▶ _How to complete this task_: Go through the material and copy each line in which the word "paths" shows up.

++++ Data ++++

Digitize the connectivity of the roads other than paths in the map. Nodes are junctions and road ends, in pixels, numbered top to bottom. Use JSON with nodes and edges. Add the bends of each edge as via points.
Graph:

++++
++++ Data ++++

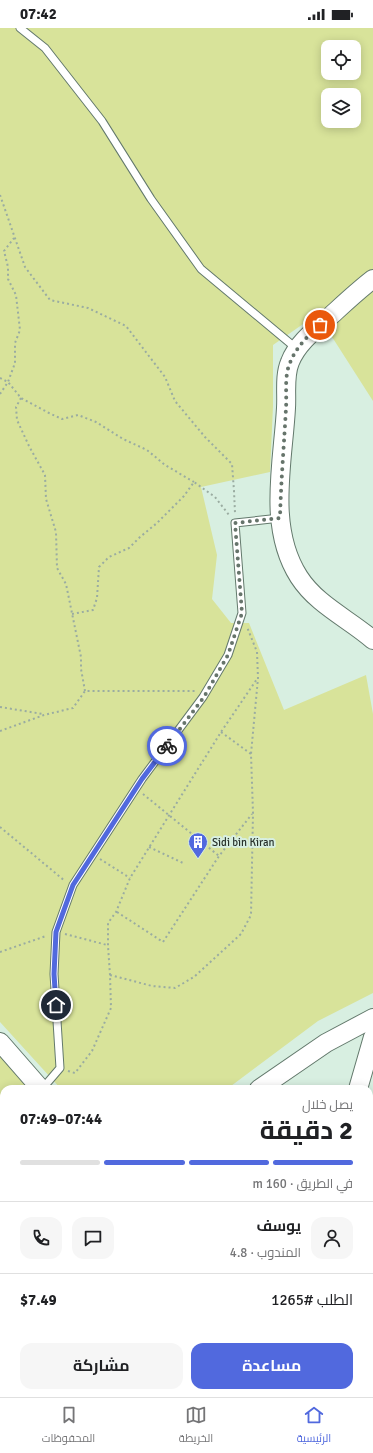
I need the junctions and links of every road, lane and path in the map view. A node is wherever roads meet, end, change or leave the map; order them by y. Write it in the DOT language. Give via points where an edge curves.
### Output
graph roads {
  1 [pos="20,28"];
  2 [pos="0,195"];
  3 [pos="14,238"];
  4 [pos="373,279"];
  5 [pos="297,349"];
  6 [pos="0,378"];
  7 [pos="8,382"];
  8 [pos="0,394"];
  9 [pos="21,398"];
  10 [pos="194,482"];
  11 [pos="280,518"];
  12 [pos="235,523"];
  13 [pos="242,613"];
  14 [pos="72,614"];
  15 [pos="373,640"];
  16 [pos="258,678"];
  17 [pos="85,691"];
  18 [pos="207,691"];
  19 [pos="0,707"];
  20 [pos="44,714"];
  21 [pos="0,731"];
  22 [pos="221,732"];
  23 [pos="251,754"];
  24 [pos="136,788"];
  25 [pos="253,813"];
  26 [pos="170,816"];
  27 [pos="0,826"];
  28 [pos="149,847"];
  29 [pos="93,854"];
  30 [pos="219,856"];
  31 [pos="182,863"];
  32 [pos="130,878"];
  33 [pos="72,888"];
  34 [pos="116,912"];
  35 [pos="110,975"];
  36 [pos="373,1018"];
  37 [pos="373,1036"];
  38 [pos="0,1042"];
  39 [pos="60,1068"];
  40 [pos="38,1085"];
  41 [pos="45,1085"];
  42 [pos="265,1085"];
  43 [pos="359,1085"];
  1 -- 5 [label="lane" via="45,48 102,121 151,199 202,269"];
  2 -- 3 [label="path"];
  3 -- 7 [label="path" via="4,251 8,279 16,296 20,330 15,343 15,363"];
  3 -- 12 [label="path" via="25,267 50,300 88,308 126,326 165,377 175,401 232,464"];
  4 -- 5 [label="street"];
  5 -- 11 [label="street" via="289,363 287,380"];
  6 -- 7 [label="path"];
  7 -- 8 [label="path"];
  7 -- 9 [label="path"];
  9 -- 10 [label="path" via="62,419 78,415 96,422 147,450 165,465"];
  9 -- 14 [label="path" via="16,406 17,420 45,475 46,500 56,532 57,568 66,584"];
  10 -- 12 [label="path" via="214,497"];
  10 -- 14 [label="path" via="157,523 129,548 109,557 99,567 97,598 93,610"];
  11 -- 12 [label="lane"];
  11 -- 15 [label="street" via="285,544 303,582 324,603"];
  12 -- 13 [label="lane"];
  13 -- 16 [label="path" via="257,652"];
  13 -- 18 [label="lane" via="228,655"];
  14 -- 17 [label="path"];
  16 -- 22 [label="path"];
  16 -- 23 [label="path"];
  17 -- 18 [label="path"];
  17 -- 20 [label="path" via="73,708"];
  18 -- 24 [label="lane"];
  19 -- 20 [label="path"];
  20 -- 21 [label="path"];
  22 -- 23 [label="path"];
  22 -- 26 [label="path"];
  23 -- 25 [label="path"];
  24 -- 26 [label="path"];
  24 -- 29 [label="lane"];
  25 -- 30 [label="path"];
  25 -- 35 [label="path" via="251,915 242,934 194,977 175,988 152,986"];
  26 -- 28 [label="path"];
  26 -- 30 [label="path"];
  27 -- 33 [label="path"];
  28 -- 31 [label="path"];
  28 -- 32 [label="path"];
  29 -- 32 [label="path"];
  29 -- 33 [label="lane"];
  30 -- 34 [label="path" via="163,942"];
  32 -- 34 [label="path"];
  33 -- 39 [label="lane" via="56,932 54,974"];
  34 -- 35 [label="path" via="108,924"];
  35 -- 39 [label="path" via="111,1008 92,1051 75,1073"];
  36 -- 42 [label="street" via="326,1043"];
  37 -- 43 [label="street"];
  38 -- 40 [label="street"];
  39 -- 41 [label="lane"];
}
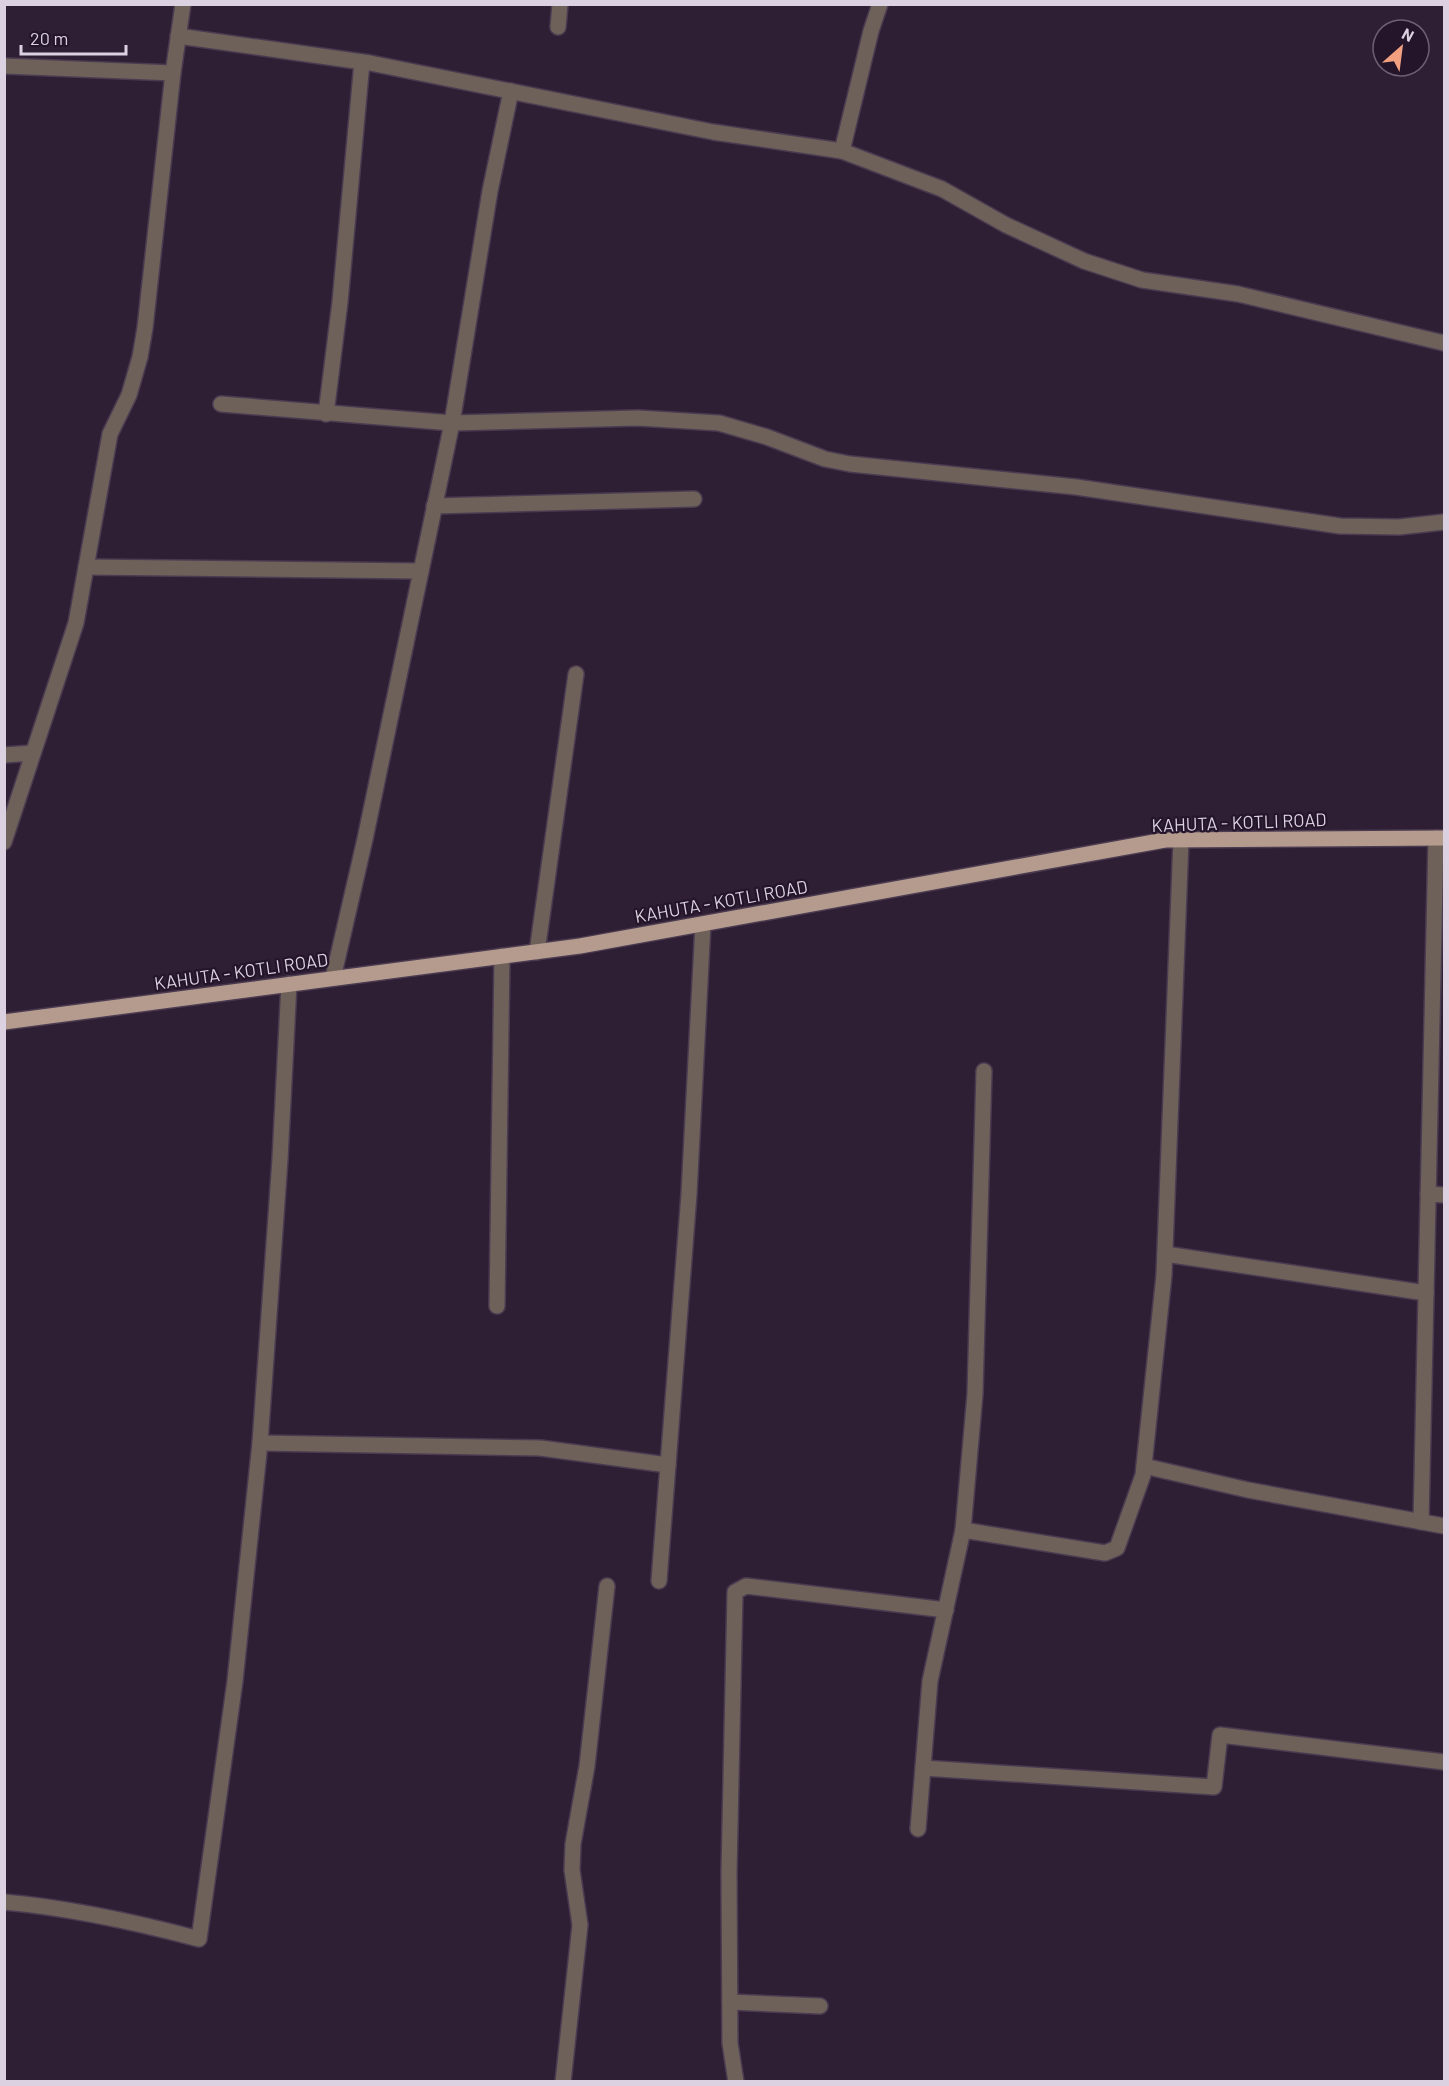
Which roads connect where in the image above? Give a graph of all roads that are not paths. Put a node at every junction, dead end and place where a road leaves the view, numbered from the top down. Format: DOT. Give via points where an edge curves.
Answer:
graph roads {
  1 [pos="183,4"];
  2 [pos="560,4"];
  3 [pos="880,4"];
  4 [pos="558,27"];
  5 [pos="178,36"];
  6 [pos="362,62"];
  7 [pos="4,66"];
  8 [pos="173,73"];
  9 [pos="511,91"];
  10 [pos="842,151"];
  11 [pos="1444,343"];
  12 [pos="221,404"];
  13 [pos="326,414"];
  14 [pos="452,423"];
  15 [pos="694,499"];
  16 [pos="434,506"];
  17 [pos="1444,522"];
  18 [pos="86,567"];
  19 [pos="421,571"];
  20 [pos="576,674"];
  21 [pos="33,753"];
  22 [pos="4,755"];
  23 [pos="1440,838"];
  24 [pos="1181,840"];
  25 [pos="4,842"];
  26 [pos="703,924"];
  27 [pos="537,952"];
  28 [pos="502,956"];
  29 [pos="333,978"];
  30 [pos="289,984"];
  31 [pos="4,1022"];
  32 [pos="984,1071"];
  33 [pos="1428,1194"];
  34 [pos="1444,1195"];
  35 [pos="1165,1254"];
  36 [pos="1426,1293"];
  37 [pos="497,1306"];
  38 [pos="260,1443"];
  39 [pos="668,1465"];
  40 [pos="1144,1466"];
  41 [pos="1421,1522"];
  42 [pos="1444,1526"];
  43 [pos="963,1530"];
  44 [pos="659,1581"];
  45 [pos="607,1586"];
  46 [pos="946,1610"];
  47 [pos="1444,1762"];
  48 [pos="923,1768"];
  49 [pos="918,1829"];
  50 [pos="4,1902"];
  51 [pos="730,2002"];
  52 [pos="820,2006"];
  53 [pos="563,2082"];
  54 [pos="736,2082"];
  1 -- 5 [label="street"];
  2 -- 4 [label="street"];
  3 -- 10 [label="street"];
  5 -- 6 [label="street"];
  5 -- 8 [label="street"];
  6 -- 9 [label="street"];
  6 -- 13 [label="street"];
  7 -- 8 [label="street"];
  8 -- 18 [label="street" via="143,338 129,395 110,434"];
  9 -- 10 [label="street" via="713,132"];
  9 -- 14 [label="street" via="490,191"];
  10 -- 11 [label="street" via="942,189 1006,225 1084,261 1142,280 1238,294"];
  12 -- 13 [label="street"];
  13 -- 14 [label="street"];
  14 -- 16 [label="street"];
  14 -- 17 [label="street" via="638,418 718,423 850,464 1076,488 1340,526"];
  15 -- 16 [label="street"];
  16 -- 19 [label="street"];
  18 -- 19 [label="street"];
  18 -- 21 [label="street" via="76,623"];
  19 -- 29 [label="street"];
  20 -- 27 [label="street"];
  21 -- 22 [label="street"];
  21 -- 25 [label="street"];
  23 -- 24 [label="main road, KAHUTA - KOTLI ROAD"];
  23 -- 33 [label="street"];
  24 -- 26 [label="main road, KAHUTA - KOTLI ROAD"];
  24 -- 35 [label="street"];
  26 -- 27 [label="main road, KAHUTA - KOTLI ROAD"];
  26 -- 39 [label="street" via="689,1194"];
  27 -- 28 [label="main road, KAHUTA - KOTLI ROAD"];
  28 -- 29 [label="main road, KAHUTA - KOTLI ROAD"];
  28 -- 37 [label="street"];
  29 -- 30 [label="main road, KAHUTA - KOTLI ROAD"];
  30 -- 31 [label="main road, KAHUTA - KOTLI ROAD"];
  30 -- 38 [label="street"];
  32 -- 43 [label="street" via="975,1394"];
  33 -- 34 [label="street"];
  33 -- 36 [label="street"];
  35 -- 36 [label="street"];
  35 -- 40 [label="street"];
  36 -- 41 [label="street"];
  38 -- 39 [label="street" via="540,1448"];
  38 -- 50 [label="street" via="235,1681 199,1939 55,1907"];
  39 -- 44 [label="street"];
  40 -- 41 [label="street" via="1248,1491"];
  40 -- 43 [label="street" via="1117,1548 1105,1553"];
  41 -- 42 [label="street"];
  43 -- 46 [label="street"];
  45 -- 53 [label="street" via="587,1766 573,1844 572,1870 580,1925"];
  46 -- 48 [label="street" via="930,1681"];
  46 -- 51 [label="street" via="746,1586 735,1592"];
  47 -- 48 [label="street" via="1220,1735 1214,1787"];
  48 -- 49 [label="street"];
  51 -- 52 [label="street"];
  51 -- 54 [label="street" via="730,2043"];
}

++++

▶ _Result_:
Digitize the connectivity of the roads other than paths in the map. Nodes are junctions and road ends, in pixels, numbered top to bottom. Use JSON with nodes and edges. Add the bends of each edge as via points.
Which roads connect where in the image above? Give a graph of all roads that are not paths. Put a node at every junction, dead end and place where a road leaves the view, numbered from the top down. Format: DOT. Give via points where an edge curves.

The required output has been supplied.